With big success come even bigger audience expectations. The long-time comedic team of Weiss – with whom Zucker worked on “Kentucky Fried Movie” in 1977 – and relatively new addition, Craig Mazin, were inspired to review their number one rule of movie-making. “When it came time to do SCARY MOVIE 4, the first principal really was to work harder,” summarizes Weiss. “A lot of times with sequels in Hollywood, people phone it in a little bit and don’t work as hard, and we have the opposite philosophy. We work harder. We work harder on the material, we work harder on the production, we work harder to make it more appealing perhaps even to a bigger audience.”
Weiss, Zucker and the team took up the challenge and began by committing to an extremely fast turn around between the release of the real movies and the ones being spoofed. Weiss explains, “These are movies that our audience really should have just seen.”

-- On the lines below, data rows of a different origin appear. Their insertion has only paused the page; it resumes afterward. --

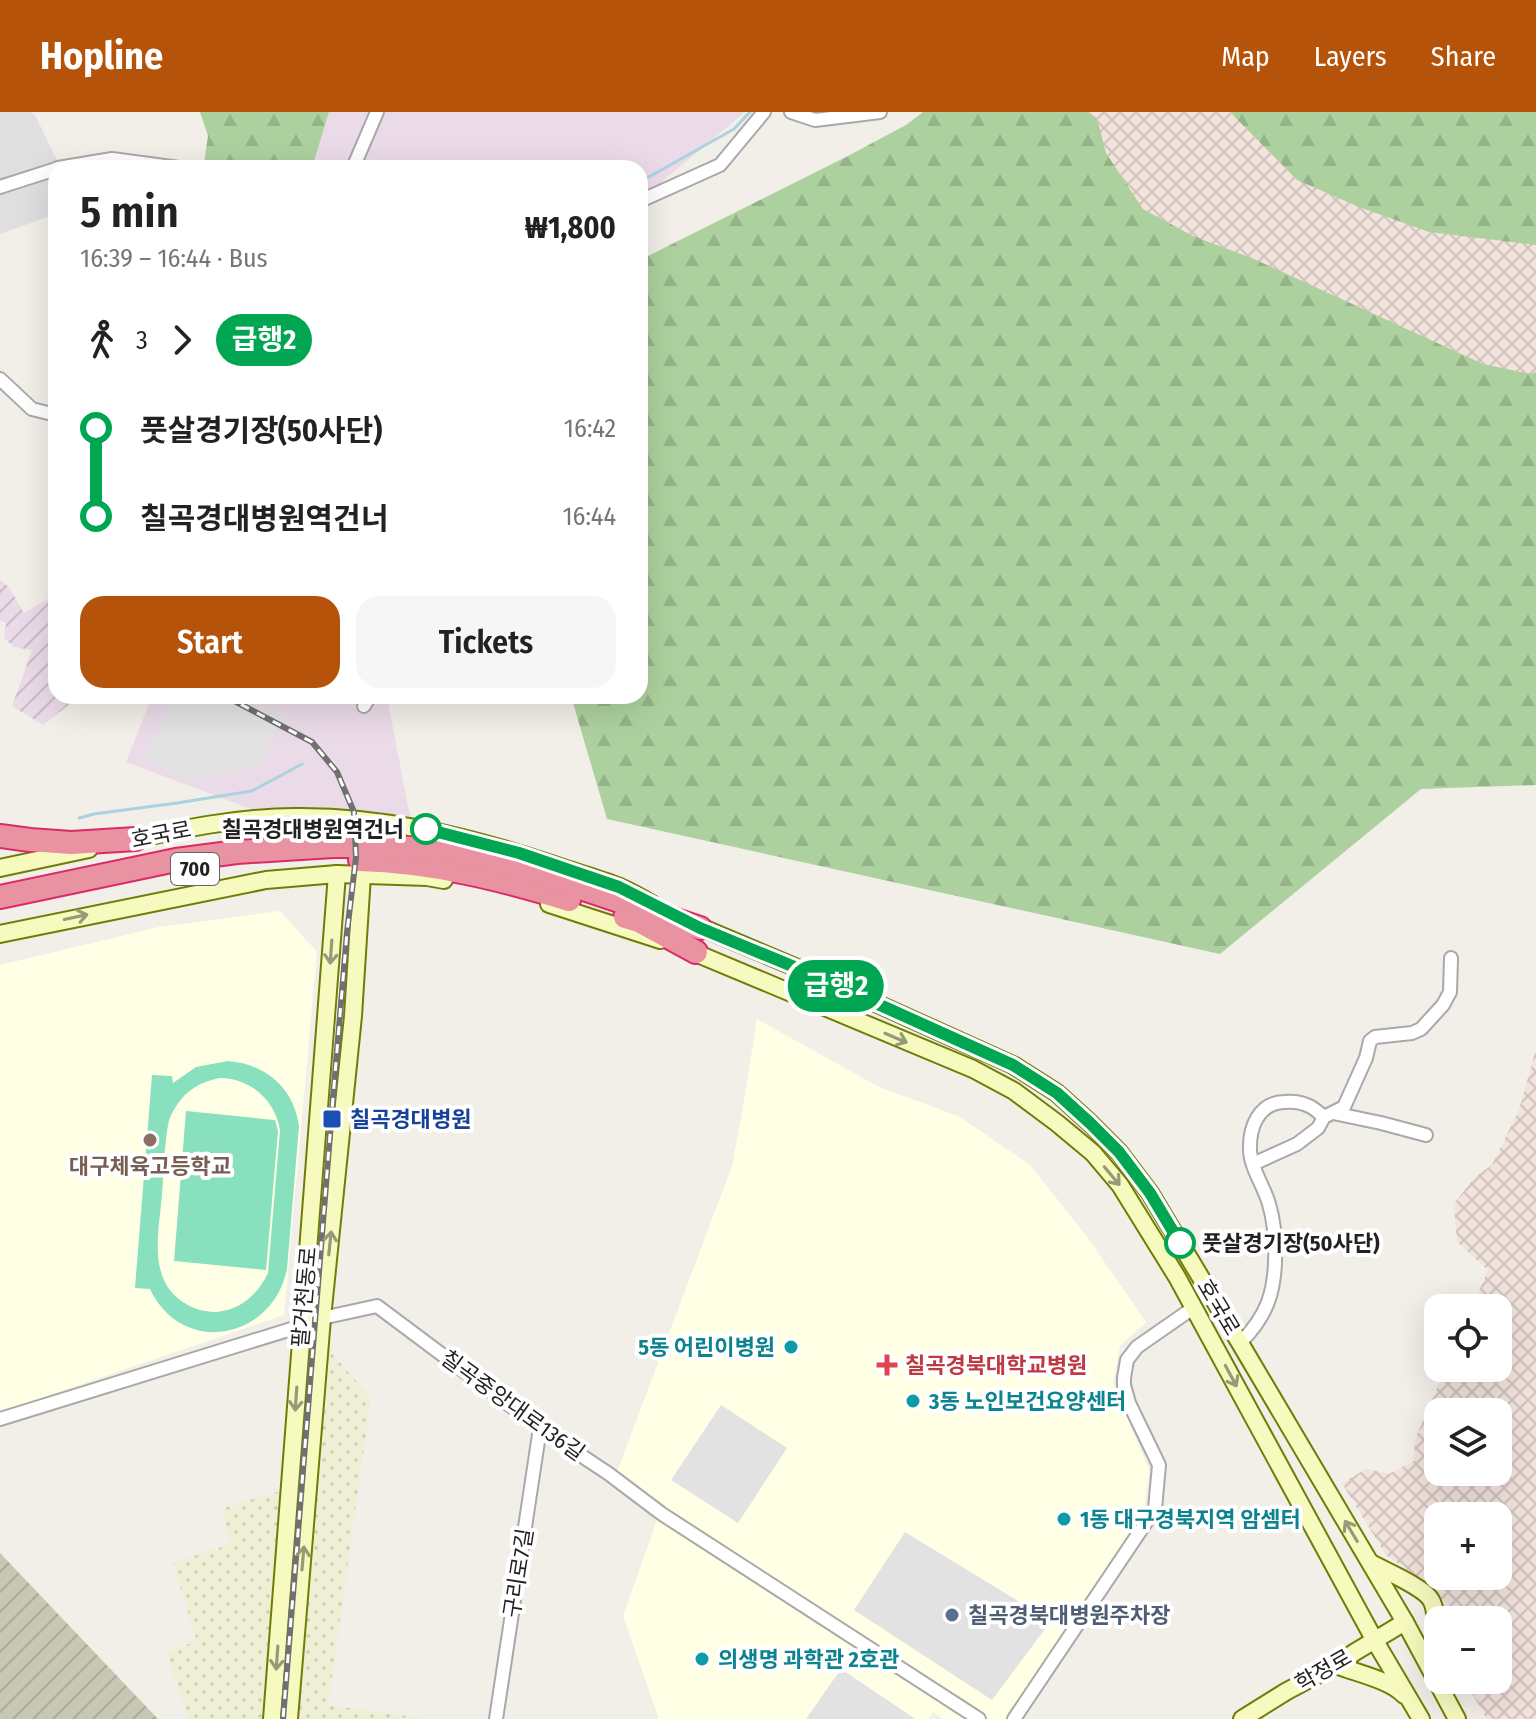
<!DOCTYPE html>
<html lang="en">
<head>
<meta charset="utf-8">
<style>
	body { margin:0; font-family:"Fira Sans Condensed","Noto Sans KR",sans-serif; background:#f6f6f6; color:#222; height:100vh; display:flex; flex-direction:column; font-size:30px; white-space:nowrap }
	* { box-sizing:border-box; margin:0 }
	p { font-size:26px; color:#767676 }
	.icon { flex:none; width:44px; height:44px; fill:none; stroke:currentColor; stroke-width:2; stroke-linecap:round; stroke-linejoin:round }
	.map { position:relative; flex:1; overflow:hidden }
	.sheet { position:absolute; left:48px; top:48px; width:600px; height:544px; display:flex; flex-direction:column; background:#fff; border-radius:24px; box-shadow:0 8px 32px #0002 }
	.sheet>* { flex:none }
	.badge { padding:0 16px; border-radius:26px; font-size:28px; line-height:52px }
	.tools { position:absolute; left:1424px; top:1182px; display:grid; gap:16px }
	.tools a { display:grid; place-items:center; width:88px; height:88px; border-radius:16px; background:#fff; box-shadow:0 8px 32px #0002; font-size:40px }
	.map>.badge { position:absolute; translate:-50% -50%; box-shadow:0 0 0 4px #fff }
	.legs { display:flex; align-items:center; gap:12px; height:88px; padding:0 32px; font-size:26px }
	.legs p { margin-inline-start:auto }
	.summary { display:flex; align-items:center; justify-content:space-between; height:136px; padding:0 32px }
	h1 { font-size:44px; font-weight:600; line-height:60px }
	.primary-button { display:flex; gap:16px; margin-top:auto; padding:16px 32px }
	.primary-button a { flex:1; height:92px; border-radius:24px; background:#b45309; color:#fff; font-size:32px; font-weight:600; line-height:92px; text-align:center }
	.primary-button a+a { background:#f6f6f6; color:#222 }
	ul { padding:0 32px; list-style:none }
	li { display:flex; align-items:center; gap:28px; height:88px; font-size:30px }
	li i { display:grid; place-items:center; width:12px; height:100%; margin:0 10px; background:currentColor }
	li i::after { content:''; width:20px; height:20px; margin:-10px; border:6px solid; border-radius:50%; background:#fff }
	li p { margin-inline-start:auto }
	li:first-child i { background:linear-gradient(#0000 50%,currentColor 0) }
	li:last-child i { background:linear-gradient(currentColor 50%,#0000 0) }
	header { display:flex; align-items:center; gap:48px; box-sizing:border-box; height:112px; padding:0 40px; background:#b45309; color:#fff }
	header strong { font-size:38px }
	nav { display:flex; gap:44px; margin-inline-start:auto; font-size:28px }
	.map>svg:first-child { display:block }
	.residential { fill:#e0dfdf }
	.industrial { fill:url(#industrial-furrows) }
	.education { fill:#ffffe5 }
	.military { fill:url(#military-cross-hatch); fill-rule:evenodd }
	.railway { fill:#ebdbe8 }
	.construction { fill:url(#construction-furrows) }
	.farmland { fill:url(#farmland-dots) }
	.forest { fill:url(#forest-firs) }
	.pitch { fill:#88e0be; fill-rule:evenodd }
	.parking { fill:#e2e2e2 }
	.pier { fill:#fff }
	.lines { fill:none; stroke-linecap:round; stroke-linejoin:round }
	.stream { stroke:#aad3df; stroke-width:3 }
	.street-casing { stroke:#a9a9a9; stroke-width:16 }
	.secondary-casing { stroke:#707d05; stroke-width:20 }
	.highway-casing { stroke:#dc2a67; stroke-width:26 }
	.street { stroke:#fff; stroke-width:12 }
	.secondary { stroke:#f7fabf; stroke-width:16 }
	.highway { stroke:#e892a2; stroke-width:22 }
	.rail-casing { stroke:#707070; stroke-width:6 }
	.rail { stroke:#fff; stroke-width:3; stroke-dasharray:9; stroke-linecap:butt }
	.oneway { stroke:#979978 }
	.line-1-casing { stroke:#fff; stroke-width:18 }
	.line-1 { stroke:#00a651; stroke-width:12 }
	.stop-1-dot { fill:#fff; stroke:#00a651; stroke-width:4 }
	.transit-dot { fill:#1a4fb4; stroke:#fff; stroke-width:3 }
	.education-dot { fill:#8d6e63; stroke:#fff; stroke-width:3 }
	.culture-dot { fill:#0f9aa8; stroke:#fff; stroke-width:3 }
	.health-dot { fill:#e0444e; stroke:#fff; stroke-width:3 }
	.service-dot { fill:#5c6f8a; stroke:#fff; stroke-width:3 }
	.labels { text-anchor:middle; stroke-width:8; stroke-linejoin:round; paint-order:stroke }
	.shield { fill:#fff; stroke:#646464; stroke-width:2 }
	.shield-label { font-size:20px; font-weight:bold; fill:#222 }
	.stop-label { font-size:22px; font-weight:bold; fill:#222; stroke:#fff; text-anchor:end }
	.street-label { font-size:22px; fill:#222; stroke:#fff }
	.transit-label { font-size:22px; font-weight:bold; fill:#164399; stroke:#fff; text-anchor:start }
	.education-label { font-size:22px; font-weight:bold; fill:#785e54; stroke:#fff }
	.culture-label { font-size:22px; font-weight:bold; fill:#0d838f; stroke:#fff; text-anchor:start }
	.health-label { font-size:22px; font-weight:bold; fill:#be3a42; stroke:#fff; text-anchor:start }
	.service-label { font-size:22px; font-weight:bold; fill:#4e5e75; stroke:#fff; text-anchor:start }
</style>
</head>
<body>
<header>
<strong>Hopline</strong>
<nav><a>Map</a><a>Layers</a><a>Share</a></nav>
</header>
<div class="map">
<svg width="1536" height="1607" viewBox="0 0 1536 1607">
	<defs>
		<pattern id="industrial-furrows" width="10" height="10" patternUnits="userSpaceOnUse" patternTransform="scale(2)"><rect width="10" height="10" fill="#ebdbe8"/><path d="M-1 1l2-2M0 10L10 0M9 11l2-2" fill="none" stroke="#c9bcc7"/></pattern>
		<pattern id="military-cross-hatch" width="8" height="8" patternUnits="userSpaceOnUse" patternTransform="scale(2)"><rect width="8" height="8" fill="#f3e3dd"/><path d="M0 0l8 8M0 8l8-8" fill="none" stroke="#d0c2bd"/></pattern>
		<pattern id="construction-furrows" width="10" height="10" patternUnits="userSpaceOnUse" patternTransform="scale(2)"><rect width="10" height="10" fill="#c7c7b4"/><path d="M-1 1l2-2M0 10L10 0M9 11l2-2" fill="none" stroke="#abab9a"/></pattern>
		<pattern id="farmland-dots" width="8" height="8" patternUnits="userSpaceOnUse" patternTransform="scale(2)"><rect width="8" height="8" fill="#eef0d5"/><path d="M2 2h.1M6 6h.1" fill="none" stroke="#ccceb7" stroke-width="1.8" stroke-linecap="round"/></pattern>
		<pattern id="forest-firs" width="22" height="20" patternUnits="userSpaceOnUse" patternTransform="scale(2)"><rect width="22" height="20" fill="#add19e"/><path d="M5 1l3.5 6h-7zM16 11l3.5 6h-7z" fill="#95b388"/></pattern>
	</defs>
	<rect width="100%" height="100%" fill="#f2efe9"/>
	<path class="residential" d="M0,0H31L36,5L61,56H56V102L0,122Z"/>
	<path class="industrial" d="M0,468L9,475L24,501L56,482V584H80L43,613L12,594L32,538L14,535L4,526L6,511L0,508Z"/>
	<g class="education">
		<path d="M280,799L317,840L284,1203L0,1300V853L159,815Z"/>
		<path d="M757,907L879,975L958,1004L1030,1053L1085,1122L1146,1210L1120,1234L1113,1271L1149,1358L1144,1402L1005,1607H943L933,1600L928,1607H659L623,1504L656,1411L655,1403L615,1365L732,1054L742,1001Z"/>
	</g>
	<g class="military">
		<path d="M949,0H1536V357Z"/>
		<path d="M1536,937V1607H1487L1464,1568H1498V1508H1452L1453,1497L1422,1468L1386,1443L1342,1371L1366,1357L1389,1362L1414,1349L1415,1327L1446,1256H1498V1196H1472L1488,1158L1457,1130L1454,1092L1475,1065L1492,1053L1519,998ZM1438,1300H1498V1360H1438ZM1438,1404H1498V1464H1438Z"/>
	</g>
	<g class="railway">
		<path d="M329,0H745L640,88V56H312Z"/>
		<path d="M152,584H387L408,695L414,714L257,699L126,650Z"/>
	</g>
	<path class="construction" d="M0,1441L158,1607H0Z"/>
	<path class="farmland" d="M312,1219L371,1286L328,1593L428,1607H188L167,1540L197,1529L173,1451L231,1432L221,1397L300,1373Z"/>
	<g class="forest">
		<path d="M200,0H329L312,56H210L204,51L208,24Z"/>
		<path d="M923,0H1086L1097,6L1106,41L1143,97L1193,124L1254,147L1483,252L1531,262L1536,260V673L1421,677L1220,842L607,707L571,584H640V148L846,45L906,13Z"/>
		<path d="M1230,0H1536V133L1429,120L1359,95L1297,68Z"/>
	</g>
	<g class="pitch">
		<path d="M228,949C266,952 294,976 299,1014L287,1157C273,1227 183,1246 150,1177L135,1176L152,963L172,964L173,971L196,955ZM220,966C250,966 275,988 280,1018L268,1161C258,1182 241,1198 217,1200C206,1200 197,1198 188,1193C146,1171 159,1120 162,1082C164,1057 164,1032 169,1008C179,984 194,971 220,966Z"/>
		<path d="M186,999L275,1008L278,1019L266,1158L174,1149Z"/>
	</g>
	<g class="parking">
		<path d="M174,584H243L284,605L258,655L189,669L144,646Z"/>
		<path d="M721,1293L787,1336L738,1411L671,1368Z"/>
		<path d="M905,1420L1051,1509L992,1588L854,1498Z"/>
		<path d="M841,1557L914,1606V1607H806Z"/>
	</g>
	<path class="pier" d="M334,854L351,856L343,929L327,927Z"/>
	<g class="lines">
		<g class="stream">
			<path d="M640,70L734,17L750,0"/>
			<path d="M79,706L94,702L177,691L252,679L302,652"/>
		</g>
		<defs>
			<g id="street">
				<path d="M791,0L815,8L880,0"/>
				<path d="M58,56L112,47L179,56"/>
				<path d="M353,56L377,0"/>
				<path d="M0,75L56,57"/>
				<path d="M640,89L720,53L764,0"/>
				<path d="M0,267L32,297L56,303"/>
				<path d="M364,594L370,584"/>
				<path d="M1333,1001L1381,1011L1426,1023"/>
				<path d="M1253,1052L1297,1032L1318,1016L1324,1005L1344,995L1366,946L1370,929L1375,925L1412,921L1421,917L1443,893L1450,880L1451,846"/>
				<path d="M1240,1231C1252,1219 1262,1206 1268,1190C1278,1163 1277,1119 1269,1092C1264,1074 1251,1057 1250,1039C1249,1016 1258,991 1284,990C1293,989 1301,990 1309,994C1314,996 1319,1001 1324,1005"/>
				<path d="M0,1307L301,1214L322,1206L377,1194L540,1316L609,1362L662,1402L979,1607"/>
				<path d="M496,1607L540,1316"/>
				<path d="M1014,1607L1155,1397L1159,1353L1129,1291L1124,1273V1266L1127,1248L1137,1235L1193,1196"/>
			</g>
			<g id="secondary">
				<path d="M127,729C182,717 238,705 295,705C383,704 467,724 551,752C573,760 598,766 620,775C631,780 642,786 652,792"/>
				<path d="M0,756L89,737"/>
				<path d="M549,792L660,828"/>
				<path d="M691,811L809,861L1013,953L1057,981L1090,1011L1119,1040L1150,1081L1240,1231L1405,1510L1457,1607"/>
				<path d="M0,822L266,768L337,762L427,765L444,768"/>
				<path d="M686,837L973,957L1014,979L1057,1011L1093,1041L1120,1073L1177,1165L1375,1529L1421,1607"/>
				<path d="M1371,1451C1385,1459 1424,1475 1431,1488C1438,1499 1437,1532 1438,1546"/>
				<path d="M1336,1553C1356,1561 1390,1568 1404,1583"/>
				<path d="M272,1607L337,762"/>
				<path d="M289,1607L322,1206L353,904L362,763"/>
				<path d="M1242,1607L1287,1579L1336,1553L1355,1540L1405,1510"/>
			</g>
			<g id="highway">
				<path d="M0,724L30,728L71,731L136,727"/>
				<path d="M360,748C432,750 501,767 569,788"/>
				<path d="M0,785L176,748L237,740L333,734H380L442,738L506,751L700,816"/>
				<path d="M625,805L639,809L696,840"/>
			</g>
		</defs>
		<use href="#street" class="street-casing"/>
		<use href="#secondary" class="secondary-casing"/>
		<use href="#highway" class="highway-casing"/>
		<use href="#street" class="street"/>
		<use href="#secondary" class="secondary"/>
		<use href="#highway" class="highway"/>
		<defs>
			<path id="rail" d="M225,584L312,630L337,660L354,700L356,745L347,820L333,986L283,1607"/>
		</defs>
		<use href="#rail" class="rail-casing"/>
		<use href="#rail" class="rail"/>
	</g>
	<defs><path id="oneway-shaft" d="M-6 0H5M1.5-3L5.5 0L1.5 3" fill="none" stroke-width="1.6" stroke-linecap="round" stroke-linejoin="round" transform="scale(2)"/></defs>
	<g class="oneway">
		<use href="#oneway-shaft" transform="translate(76 805) rotate(-12)"/>
		<use href="#oneway-shaft" transform="translate(331 840) rotate(94)"/>
		<use href="#oneway-shaft" transform="translate(896 926) rotate(23)"/>
		<use href="#oneway-shaft" transform="translate(1112 1064) rotate(50)"/>
		<use href="#oneway-shaft" transform="translate(330 1131) rotate(-84)"/>
		<use href="#oneway-shaft" transform="translate(1231 1264) rotate(62)"/>
		<use href="#oneway-shaft" transform="translate(296 1287) rotate(94)"/>
		<use href="#oneway-shaft" transform="translate(1351 1419) rotate(-121)"/>
		<use href="#oneway-shaft" transform="translate(303 1446) rotate(-85)"/>
		<use href="#oneway-shaft" transform="translate(277 1546) rotate(94)"/>
	</g>
	<g class="lines">
		<defs>
			<path id="line-1" d="M426,717L519,741L619,775L700,816L809,861L1013,953L1057,981L1090,1011L1119,1040L1150,1081L1180,1131"/>
		</defs>
		<use href="#line-1" class="line-1-casing"/>
		<use href="#line-1" class="line-1"/>
	</g>
	<g class="stop-1-dot">
		<circle cx="426" cy="717" r="14"/>
		<circle cx="1180" cy="1131" r="14"/>
	</g>
	<rect class="transit-dot" x="322" y="997" width="20" height="20" rx="4"/>
	<circle class="education-dot" cx="150" cy="1028" r="8"/>
	<g class="culture-dot">
		<circle cx="791" cy="1235" r="8"/>
		<circle cx="913" cy="1289" r="8"/>
		<circle cx="1064" cy="1407" r="8"/>
		<circle cx="702" cy="1547" r="8"/>
	</g>
	<path class="health-dot" d="M883 1241h8v8h8v8h-8v8h-8v-8h-8v-8h8z"/>
	<circle class="service-dot" cx="952" cy="1503" r="8"/>
	<g class="labels">
		<rect class="shield" x="171" y="741" width="48" height="32" rx="6"/>
		<g class="shield-label">
			<text x="195" y="764">700</text>
		</g>
		<g class="stop-label">
			<text x="404" y="725">칠곡경대병원역건너</text>
			<text x="1202" y="1139" text-anchor="start">풋살경기장(50사단)</text>
		</g>
		<g class="street-label">
			<text transform="translate(161 722) rotate(-11)" y="8">호국로</text>
			<text transform="translate(304 1185) rotate(-85)" y="8">팔거천동로</text>
			<text transform="translate(1219 1195) rotate(59)" y="8">호국로</text>
			<text transform="translate(513 1293) rotate(36)" y="8">칠곡중앙대로136길</text>
			<text transform="translate(518 1461) rotate(-81)" y="8">구리로7길</text>
			<text transform="translate(1323 1558) rotate(-30)" y="8">학정로</text>
		</g>
		<g class="transit-label">
			<text x="350" y="1015">칠곡경대병원</text>
		</g>
		<g class="education-label">
			<text x="150" y="1062">대구체육고등학교</text>
		</g>
		<g class="culture-label">
			<text x="775" y="1243" text-anchor="end">5동 어린이병원</text>
			<text x="929" y="1297">3동 노인보건요양센터</text>
			<text x="1080" y="1415">1동 대구경북지역 암셈터</text>
			<text x="718" y="1555">의생명 과학관 2호관</text>
		</g>
		<g class="health-label">
			<text x="905" y="1261">칠곡경북대학교병원</text>
		</g>
		<g class="service-label">
			<text x="968" y="1511">칠곡경북대병원주차장</text>
		</g>
	</g>
</svg>
<div class="tools">
<a><svg class="icon" aria-label="locate" viewBox="0 0 24 24"><circle cx="12" cy="12" r="6"/><path d="M12 2v4M12 18v4M2 12h4M18 12h4"/></svg></a>
<a><svg class="icon" aria-label="layers" viewBox="0 0 24 24"><path d="M12 4l9 5-9 5-9-5zM3 14l9 5 9-5"/></svg></a>
<a>+</a>
<a>−</a>
</div>
<b class="badge" style="left:836px;top:874px;background:#00a651;color:#fff">급행2</b>
<section class="sheet">
<div class="summary"><div><h1>5 min</h1><p>16:39 – 16:44 · Bus</p></div><b>₩1,800</b></div>
<div class="legs"><svg class="icon" aria-label="walk" viewBox="0 0 24 24"><circle cx="13" cy="4" r="2"/><path d="M13 8l-2 6 4 7M11 14l-3 7M7 12l3-4h3l4 4"/></svg>3<svg class="icon" aria-label="forward" viewBox="0 0 24 24"><path d="M9 5l7 7-7 7"/></svg><b class="badge" style="background:#00a651;color:#fff">급행2</b></div>
<ul>
<li><i style="color:#00a651"></i><b>풋살경기장(50사단)</b><p>16:42</p></li>
<li><i style="color:#00a651"></i><b>칠곡경대병원역건너</b><p>16:44</p></li>
</ul>
<div class="primary-button"><a>Start</a><a>Tickets</a></div>
</section>
</div>
</body>
</html>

They also diversified their repertoire of spoof material. “In SCARY MOVIE 3, we expanded on the horror theme,” says Zucker, “but in FOUR we even go beyond that.” “[Including] science fiction” Weiss elaborates, “and being able to parody the media, or politics, or other things that are ever present in the minds of the audience, that’s great fun for us, and it really enriches the movie.”
Zucker also called up an old friend. After a twenty-five year break, he reunited with writer Jim Abrahams. Of Abrahams, Zucker says, “He made some wonderful contributions, and everybody loved having him around, including Craig Mazin, who had never really worked with Jim before.” While Jim added some great laughs, Zucker is quick to point out that “Craig wrote probably ninety percent of what’s in the movie, and everybody else fills it in between. But you know, I write more than his ninety percent. So together that’s a hundred and eighty percent. So just put me even with Mazin. Everybody else, I guess, has that last twenty percent.”
Crazy math aside, for his part, all writer Craig Mazin cared about was getting a joke right, even if it meant writing the script in the middle of shooting a scene: “David and I, the nice thing is we act as a check and balance on each other. We riff off of each other and we come up with something really great right there in the moment. And then, why not put it in?”
That kind of fearless, working-without-a-net writing and directing is a part of the reason so many actors walk over other movie scripts to work with David Zucker. Leslie Nielsen calls Zucker “incredibly astute and funny.” Bill Pullman muses that Zucker is “beautifully un-ego-oriented – he’s in charge, and yet he allows a lot of input.” Regina Hall loves that, “David’s jokes are set up to have a clever reveal. It’s not just about the punch-line.”